"With this new finding, we can now generate in a dish the neuronal misfiring that is similar to what occurs in the brain of a Parkinson's patient," said Feng. Credit: Douglas Levere, University at Buffalo
Abnormal oscillations in neurons that control movement, which likely cause the tremors that characterize Parkinson's disease, have long been reported in patients with the disease. Now, University at Buffalo researchers working with stem cells report that they have reproduced these oscillations in a petri dish, paving the way for much faster ways to screen for new treatments or even a cure for Parkinson's disease.
The paper is published online today (May 2) in Cell Reports.
"With this new finding, we can now generate in a dish the neuronal misfiring that is similar to what occurs in the brain of a Parkinson's patient," said Jian Feng, PhD, senior author on the paper and professor in the Department of Physiology and Biophysics in the Jacobs School of Medicine and Biomedical Sciences at UB. "A variety of studies and drug discovery efforts can be implemented on these human neurons to speed up the discovery of a cure for Parkinson's disease."
The work provides a useful platform for better understanding the molecular mechanisms at work in the disease, he added.

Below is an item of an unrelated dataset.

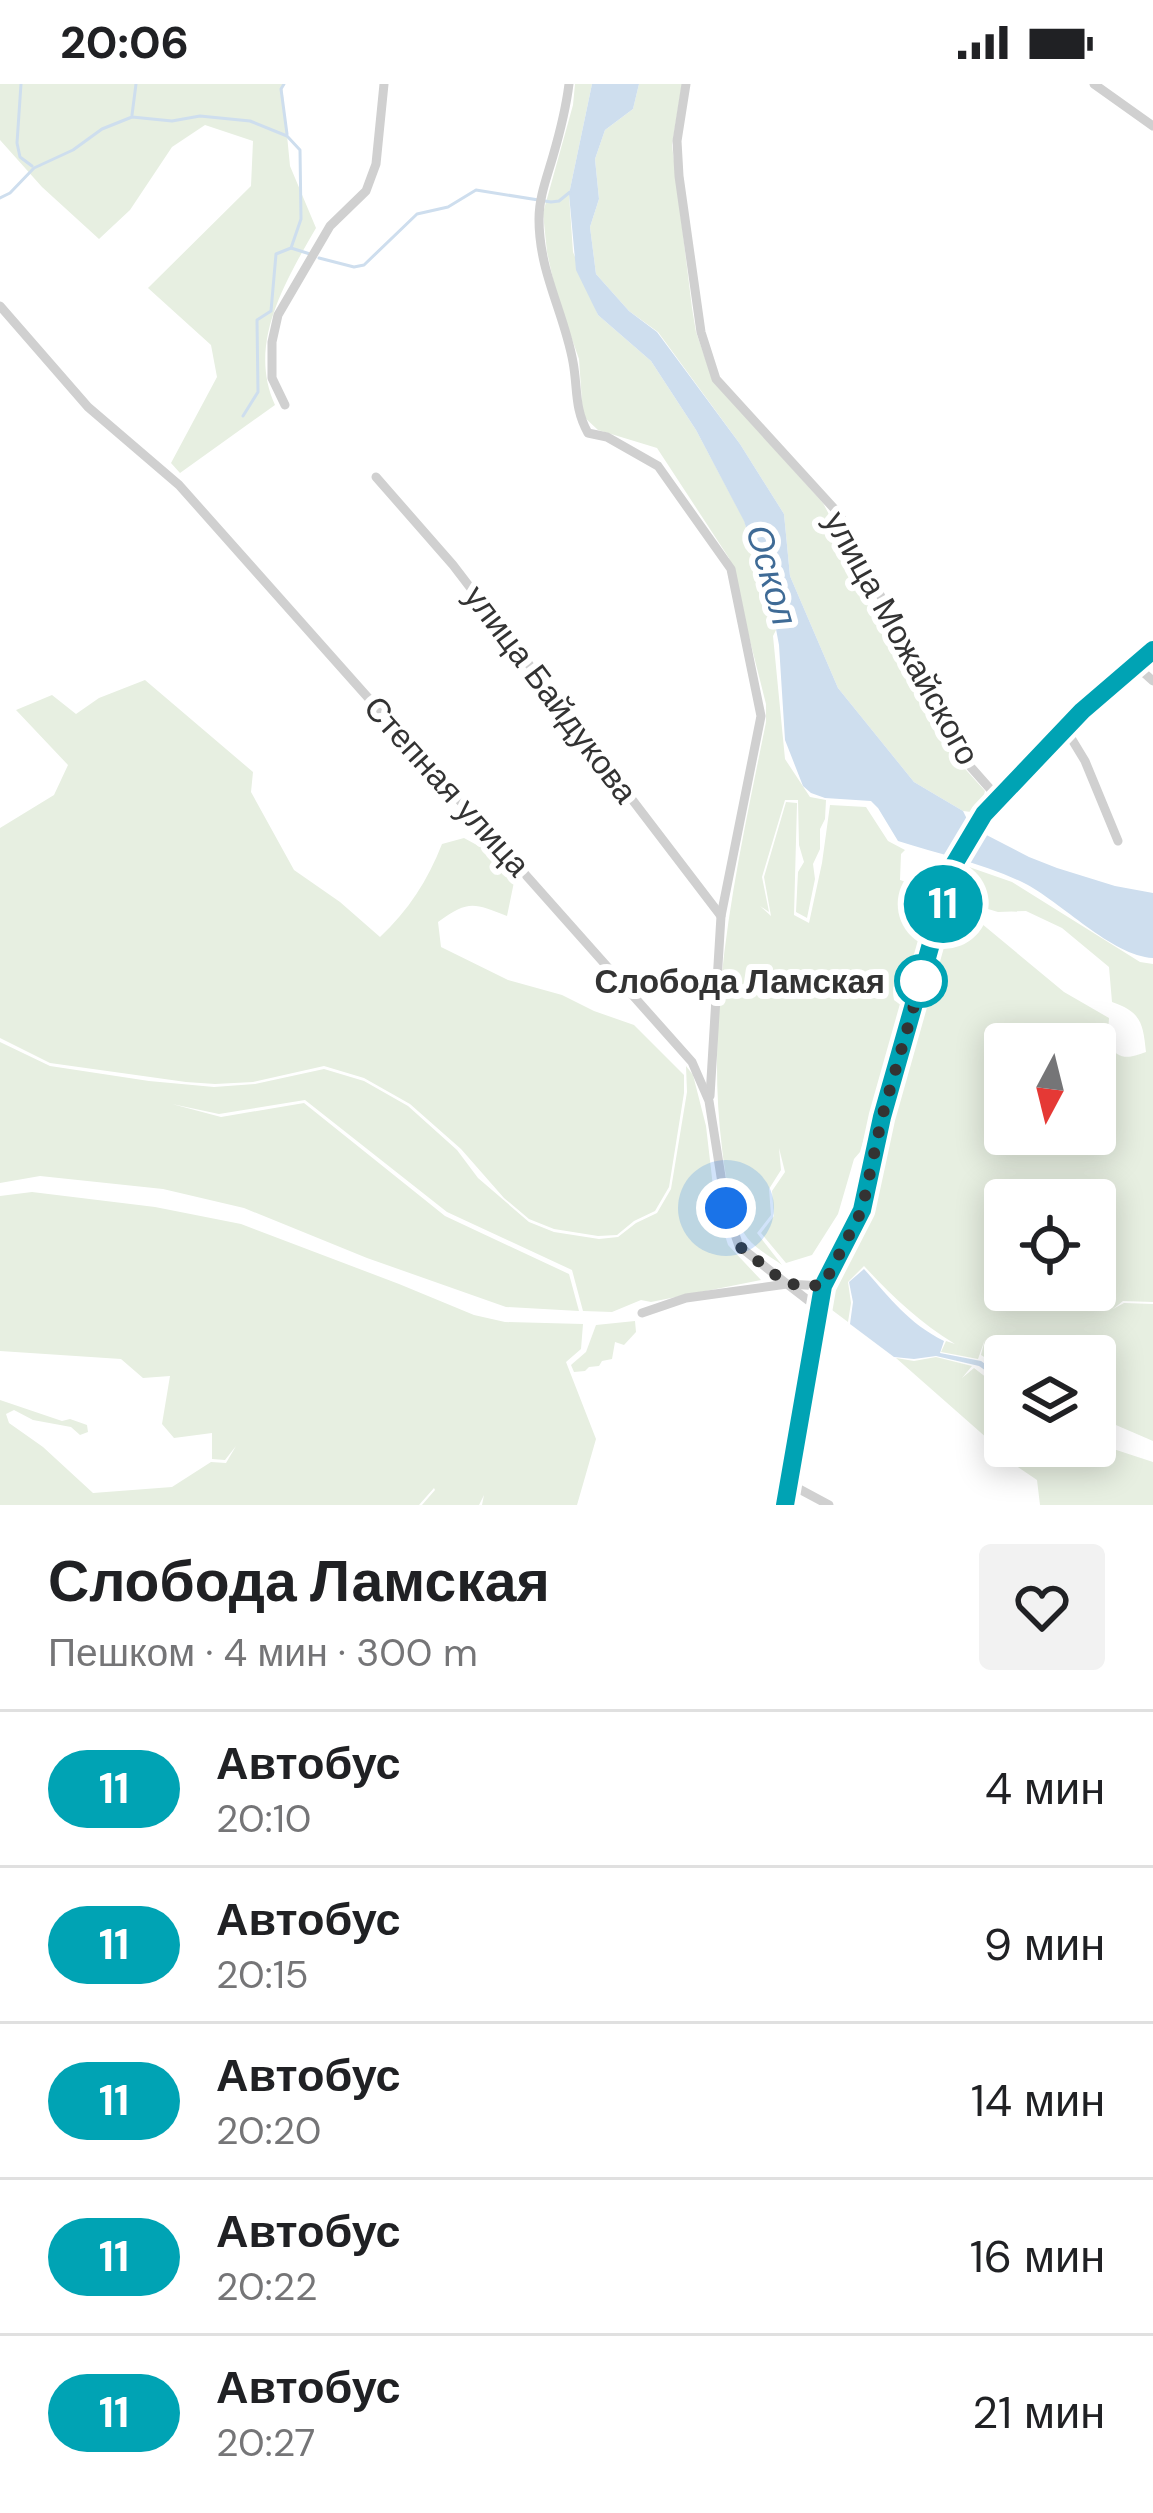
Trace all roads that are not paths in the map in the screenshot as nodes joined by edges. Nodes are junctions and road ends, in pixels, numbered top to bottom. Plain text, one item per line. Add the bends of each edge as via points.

Abnormal brain oscillations first came to light decades ago when some Parkinson's patients began undergoing deep brain stimulation as treatment once their medications ceased to be effective. Neurosurgeons doing the procedure noticed rhythmic bursts of activity or oscillations among neurons in patients when they used electrodes to override brain activity in order to stimulate the brain.
"Our bodies move because there is coordination between the contracting and relaxing of our muscles," explained Feng. "It's all exquisitely timed within the brain structure called basal ganglia."

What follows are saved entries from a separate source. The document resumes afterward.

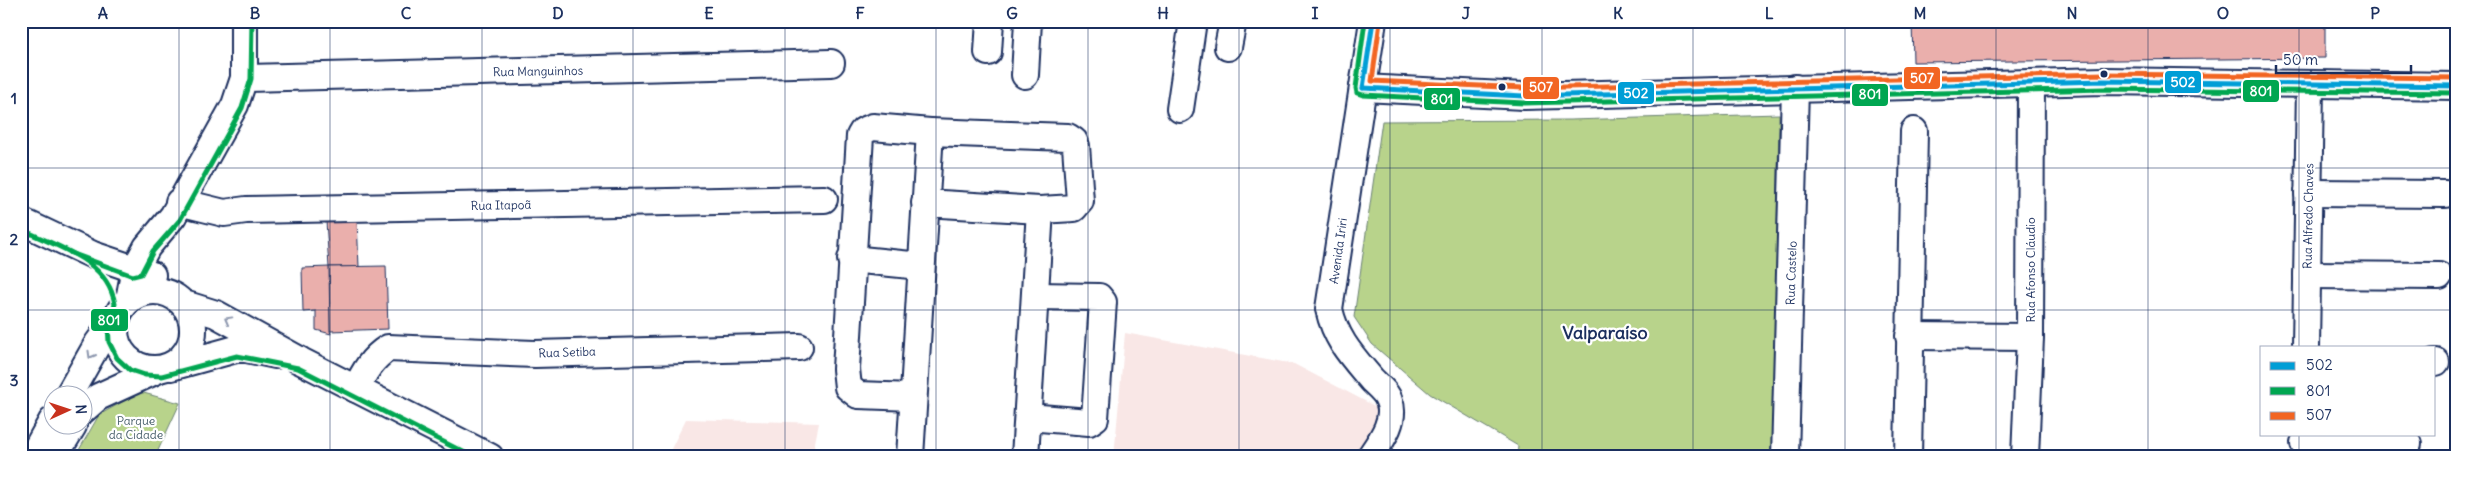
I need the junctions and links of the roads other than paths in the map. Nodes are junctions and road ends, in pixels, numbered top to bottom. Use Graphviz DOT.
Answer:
graph roads {
  1 [pos="244,21"];
  2 [pos="990,21"];
  3 [pos="1028,21"];
  4 [pos="1193,21"];
  5 [pos="1234,21"];
  6 [pos="1373,21"];
  7 [pos="1228,47"];
  8 [pos="988,52"];
  9 [pos="831,63"];
  10 [pos="1024,75"];
  11 [pos="244,78"];
  12 [pos="2031,82"];
  13 [pos="2310,85"];
  14 [pos="2457,86"];
  15 [pos="1363,88"];
  16 [pos="1795,88"];
  17 [pos="1180,109"];
  18 [pos="1914,131"];
  19 [pos="930,132"];
  20 [pos="2308,193"];
  21 [pos="2445,194"];
  22 [pos="824,199"];
  23 [pos="925,203"];
  24 [pos="176,209"];
  25 [pos="1040,210"];
  26 [pos="21,221"];
  27 [pos="93,255"];
  28 [pos="851,259"];
  29 [pos="921,266"];
  30 [pos="2307,275"];
  31 [pos="2439,276"];
  32 [pos="159,285"];
  33 [pos="1036,296"];
  34 [pos="123,308"];
  35 [pos="1909,336"];
  36 [pos="2030,337"];
  37 [pos="2306,346"];
  38 [pos="799,347"];
  39 [pos="301,361"];
  40 [pos="163,369"];
  41 [pos="74,386"];
  42 [pos="356,389"];
  43 [pos="913,397"];
  44 [pos="92,402"];
  45 [pos="1028,417"];
  46 [pos="44,436"];
  47 [pos="67,436"];
  48 [pos="2408,444"];
  49 [pos="2303,445"];
  50 [pos="1030,454"];
  51 [pos="32,457"];
  52 [pos="54,457"];
  53 [pos="490,457"];
  54 [pos="910,457"];
  55 [pos="1370,457"];
  56 [pos="1785,457"];
  57 [pos="1908,457"];
  58 [pos="2025,457"];
  1 -- 11 [label="street"];
  2 -- 8 [label="street"];
  3 -- 10 [label="street"];
  4 -- 17 [label="street"];
  5 -- 7 [label="street"];
  6 -- 15 [label="street, Avenida Iriri"];
  9 -- 11 [label="street, Rua Manguinhos"];
  11 -- 24 [label="street"];
  12 -- 13 [label="street"];
  12 -- 16 [label="street"];
  12 -- 36 [label="street, Rua Afonso Cláudio"];
  13 -- 14 [label="street"];
  13 -- 20 [label="street, Rua Alfredo Chaves"];
  15 -- 16 [label="street"];
  15 -- 55 [label="street, Avenida Iriri"];
  16 -- 56 [label="street, Rua Castelo"];
  18 -- 35 [label="street"];
  19 -- 23 [label="street"];
  19 -- 25 [label="street"];
  19 -- 28 [label="street"];
  20 -- 21 [label="street"];
  20 -- 30 [label="street, Rua Alfredo Chaves"];
  22 -- 24 [label="street, Rua Itapoã"];
  23 -- 25 [label="street"];
  23 -- 29 [label="street"];
  24 -- 32 [label="street"];
  25 -- 33 [label="street"];
  26 -- 27 [label="street"];
  27 -- 32 [label="street"];
  27 -- 34 [label="street"];
  28 -- 29 [label="street"];
  28 -- 43 [label="street"];
  29 -- 43 [label="street"];
  30 -- 31 [label="street"];
  30 -- 37 [label="street, Rua Alfredo Chaves"];
  32 -- 34 [label="street"];
  32 -- 34 [label="street"];
  39 -- 32 [label="street, one-way"];
  32 -- 40 [label="street"];
  33 -- 45 [label="street"];
  33 -- 45 [label="street"];
  34 -- 40 [label="street"];
  34 -- 41 [label="street, one-way"];
  35 -- 36 [label="street"];
  35 -- 57 [label="street"];
  36 -- 58 [label="street, Rua Afonso Cláudio"];
  38 -- 42 [label="street, Rua Setiba"];
  39 -- 40 [label="street"];
  39 -- 42 [label="street"];
  40 -- 44 [label="street"];
  42 -- 53 [label="street"];
  43 -- 54 [label="street"];
  45 -- 50 [label="street"];
  46 -- 51 [label="street"];
  47 -- 52 [label="street"];
  48 -- 49 [label="street"];
}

The rhythmic bursts of activity or oscillations that neurosurgeons saw in the brains of Parkinson's patients signaled that something in that system had broken down but exactly how wasn't clear.
Feng and his colleagues generated induced pluripotent stem cells (iPSCs) from the skin cells of patients with mutations in the parkin gene. Years earlier, Feng's team had used the same technology to discover that these mutations cause Parkinson's disease by disrupting the actions of dopamine, which is necessary for normal physical movement. When there isn't enough dopamine, an imbalance in neurotransmission occurs, ultimately resulting in Parkinson's disease.

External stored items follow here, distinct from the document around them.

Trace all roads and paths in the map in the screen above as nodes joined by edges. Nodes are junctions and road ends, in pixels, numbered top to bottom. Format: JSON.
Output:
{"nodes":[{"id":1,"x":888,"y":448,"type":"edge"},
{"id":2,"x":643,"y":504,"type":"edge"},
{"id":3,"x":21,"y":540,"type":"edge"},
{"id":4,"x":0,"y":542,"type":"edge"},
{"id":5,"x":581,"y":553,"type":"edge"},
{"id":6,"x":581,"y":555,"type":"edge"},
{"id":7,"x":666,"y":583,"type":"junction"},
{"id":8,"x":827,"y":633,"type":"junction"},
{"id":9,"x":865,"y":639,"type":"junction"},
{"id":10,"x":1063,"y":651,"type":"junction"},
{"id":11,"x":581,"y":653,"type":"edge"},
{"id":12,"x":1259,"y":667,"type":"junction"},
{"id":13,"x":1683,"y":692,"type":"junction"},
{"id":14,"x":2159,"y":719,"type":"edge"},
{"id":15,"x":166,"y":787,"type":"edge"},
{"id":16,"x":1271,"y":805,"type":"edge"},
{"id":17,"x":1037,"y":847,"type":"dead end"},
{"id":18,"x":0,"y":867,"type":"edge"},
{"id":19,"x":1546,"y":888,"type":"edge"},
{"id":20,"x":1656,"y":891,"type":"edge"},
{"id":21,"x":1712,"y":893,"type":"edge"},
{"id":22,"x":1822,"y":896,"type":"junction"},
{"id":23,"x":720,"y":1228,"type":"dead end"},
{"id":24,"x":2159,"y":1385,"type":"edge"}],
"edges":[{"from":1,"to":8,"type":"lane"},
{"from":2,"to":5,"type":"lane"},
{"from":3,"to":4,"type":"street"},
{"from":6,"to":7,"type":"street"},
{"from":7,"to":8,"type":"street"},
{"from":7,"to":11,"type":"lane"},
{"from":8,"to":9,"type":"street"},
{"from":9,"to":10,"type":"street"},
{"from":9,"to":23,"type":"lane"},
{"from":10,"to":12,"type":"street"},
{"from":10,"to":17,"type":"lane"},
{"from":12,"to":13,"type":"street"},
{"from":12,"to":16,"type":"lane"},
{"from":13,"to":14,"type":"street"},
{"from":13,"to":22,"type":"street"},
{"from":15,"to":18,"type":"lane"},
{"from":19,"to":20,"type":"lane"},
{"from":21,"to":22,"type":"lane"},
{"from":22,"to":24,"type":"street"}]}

"What we found in our new research is pretty dramatic," he said. "When we recorded electrical activity in the neurons with parkin mutations, you could clearly see the oscillations."
The mutations induce a change in how neurons communicate, Feng said.
"Normally, communication between these neurons is not repetitive," he said, "but in this case, we suspect that the oscillation reduces the information content being transmitted. It's almost like stuttering, as though now the neuron can't understand the instructions for normal movement. All the neurons 'hear' is nonsense."
To make sure that the oscillations were caused by parkin mutations, the researchers then used a virus to rescue the mutations. With normal parkin back in the neuron, the oscillations disappeared.
"This research gives us a very nice way to screen for drugs because the phenotype is very much like what is going on in the brain," Feng said. "Whatever blocks the oscillation in the dish could be a potential drug candidate." This idea led to discussions with Q-State Biosciences, a startup developed by Harvard University professors Adam E. Cohen, PhD, and Kevin Eggan, PhD, that focuses on stem cell and optogenetic technologies.
Feng noted that the UB research was extremely tedious. The neurons had to be cultured for more than 100 days and the medium needed to be changed every two days. Q-State Biosciences is interested in developing a high-throughput technique, which would be highly valuable to pharmaceutical companies that want to quickly screen potential drug candidates for Parkinson's disease.